# Looking for Android cube timer...



## Veerexx (Nov 8, 2013)

Hey there,
So I just bought the amazing new Google Nexus 5 (BEAST of a phone btw) and was just wondering what would be the 'best' cube timer app (with scramble generator) app to get. I would prefer it to be free, or at least that I can see it without purchasing.
I had an iPhone 5 before this, and found that there were no good free timing apps (that I found). There was one I liked, but it stopped music being played at the same (I find this incredibly stupid #musicismylife)
So any thoughts and/or lists and/or videos that I can consult?

On another note: Seriously, the Google Nexus 5 is an incredible phone. I have had it for like a day-ish and it is just exquisite!


----------



## Ollie (Nov 8, 2013)

jjTimer?


----------



## Bunyanderman (Nov 8, 2013)

A quick search on the forum helped, http://www.speedsolving.com/forum/s...url=www.speedsolving.com/&ref=&ss=556j84696j5


----------



## DavidCip86 (Nov 8, 2013)

I use fivetimer, it only costs $1 and its very nice  chronopuzzle is good if you don't want to pay anything, but I really recommend fivetimer


----------



## mark49152 (Nov 8, 2013)

Ollie said:


> jjTimer?


This is the best by miles of the several free ones I found.


----------



## Cubo largo (Nov 8, 2013)

Try this one (not mine): https://play.google.com/store/apps/details?id=net.matteocolombo.speedtimer


----------



## thesolver (Nov 10, 2013)

Tap Timer!


----------



## Veerexx (Nov 10, 2013)

Ollie said:


> jjTimer?



Yeah, I have gone with this one. One thing I don't like it when it goes from red to green when you are starting the timer.

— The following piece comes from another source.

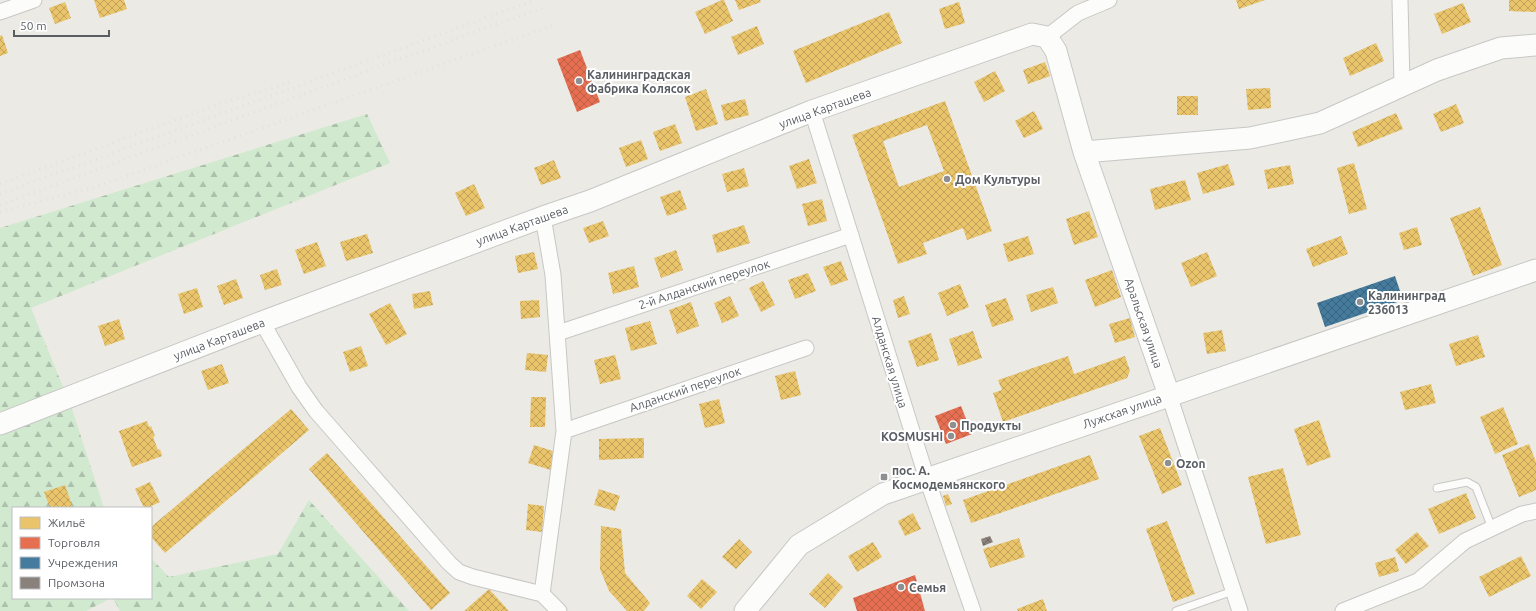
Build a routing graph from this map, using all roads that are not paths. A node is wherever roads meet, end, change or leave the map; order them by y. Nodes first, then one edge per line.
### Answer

I find the colours distracting, but it is fine  Small, personal gripe.
Other than that, great app!


----------



## Stefan (Nov 11, 2013)

Veerexx said:


> any thoughts



Yeah, my thought is that buying two expensive phones and then asking for free apps is kinda weird.


----------



## sub20cuber (Nov 11, 2013)

I just use taptimer and speedtimer. speedtimer is rather simple whilst taptimer is ssometimes a bit too confusing.


----------



## Laradoodle4 (Nov 11, 2013)

I use SuneTimer. I really like it because it includes inspection time and shows your best times and current averages of 5 and 12 (many apps probably do this but I am bad at finding them). It also has a section full of PLL and OLL algs, current records and upcoming competitions, which is useful for when I don't have internet. It's free and I found it on the google play store.


----------



## Veerexx (Nov 12, 2013)

Stefan said:


> Yeah, my thought is that buying two expensive phones and then asking for free apps is kinda weird.

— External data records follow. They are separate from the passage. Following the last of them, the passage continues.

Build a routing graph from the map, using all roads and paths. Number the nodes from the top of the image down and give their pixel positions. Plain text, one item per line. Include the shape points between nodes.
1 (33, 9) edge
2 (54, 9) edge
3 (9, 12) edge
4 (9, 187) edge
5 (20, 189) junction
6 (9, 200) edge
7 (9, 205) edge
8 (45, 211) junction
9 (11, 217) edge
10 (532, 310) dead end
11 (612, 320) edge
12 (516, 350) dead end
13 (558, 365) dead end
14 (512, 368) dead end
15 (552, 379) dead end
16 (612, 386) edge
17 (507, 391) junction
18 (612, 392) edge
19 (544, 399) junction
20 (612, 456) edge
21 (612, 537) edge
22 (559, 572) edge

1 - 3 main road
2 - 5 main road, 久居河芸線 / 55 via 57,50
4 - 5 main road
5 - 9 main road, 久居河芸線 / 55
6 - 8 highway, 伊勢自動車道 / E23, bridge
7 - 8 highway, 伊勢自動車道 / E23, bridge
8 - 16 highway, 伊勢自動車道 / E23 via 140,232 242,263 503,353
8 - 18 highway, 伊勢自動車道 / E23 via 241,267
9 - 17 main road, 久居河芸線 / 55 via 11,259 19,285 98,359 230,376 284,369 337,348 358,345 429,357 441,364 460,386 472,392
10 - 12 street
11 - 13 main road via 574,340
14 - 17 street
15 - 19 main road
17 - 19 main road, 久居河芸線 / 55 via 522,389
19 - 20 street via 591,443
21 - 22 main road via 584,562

Again, free isn't necessary, I just want to be able to see the app in action without wasting money on it. A YouTube video of it would be fine or even screenshots.
Also, I'm 16, I don't have a credit card.


----------



## Blade8227 (Nov 12, 2013)

I use speedcube timer by DroidAppz.


----------



## creativecuber15 (Nov 26, 2013)

Laradoodle4 said:


> I use SuneTimer. I really like it because it includes inspection time and shows your best times and current averages of 5 and 12 (many apps probably do this but I am bad at finding them). It also has a section full of PLL and OLL algs, current records and upcoming competitions, which is useful for when I don't have internet. It's free and I found it on the google play store.



Yup, even I use that and it's really useful. Btw, it also comes with a graph to see how you're really doing with your cubing.


----------



## Chree (Nov 26, 2013)

I mostly use JB timer right now. It has an export function like Speedtimer, but it also gives you the scramble. It exports to a txt file, but after some reformatting, it reads like a spreadsheet in Excel. The scrambling has a glitch where the moves change format midsolve a lot. Sometimes it'll say 3Uw2, and other times just 3U2. Not a big deal, tho.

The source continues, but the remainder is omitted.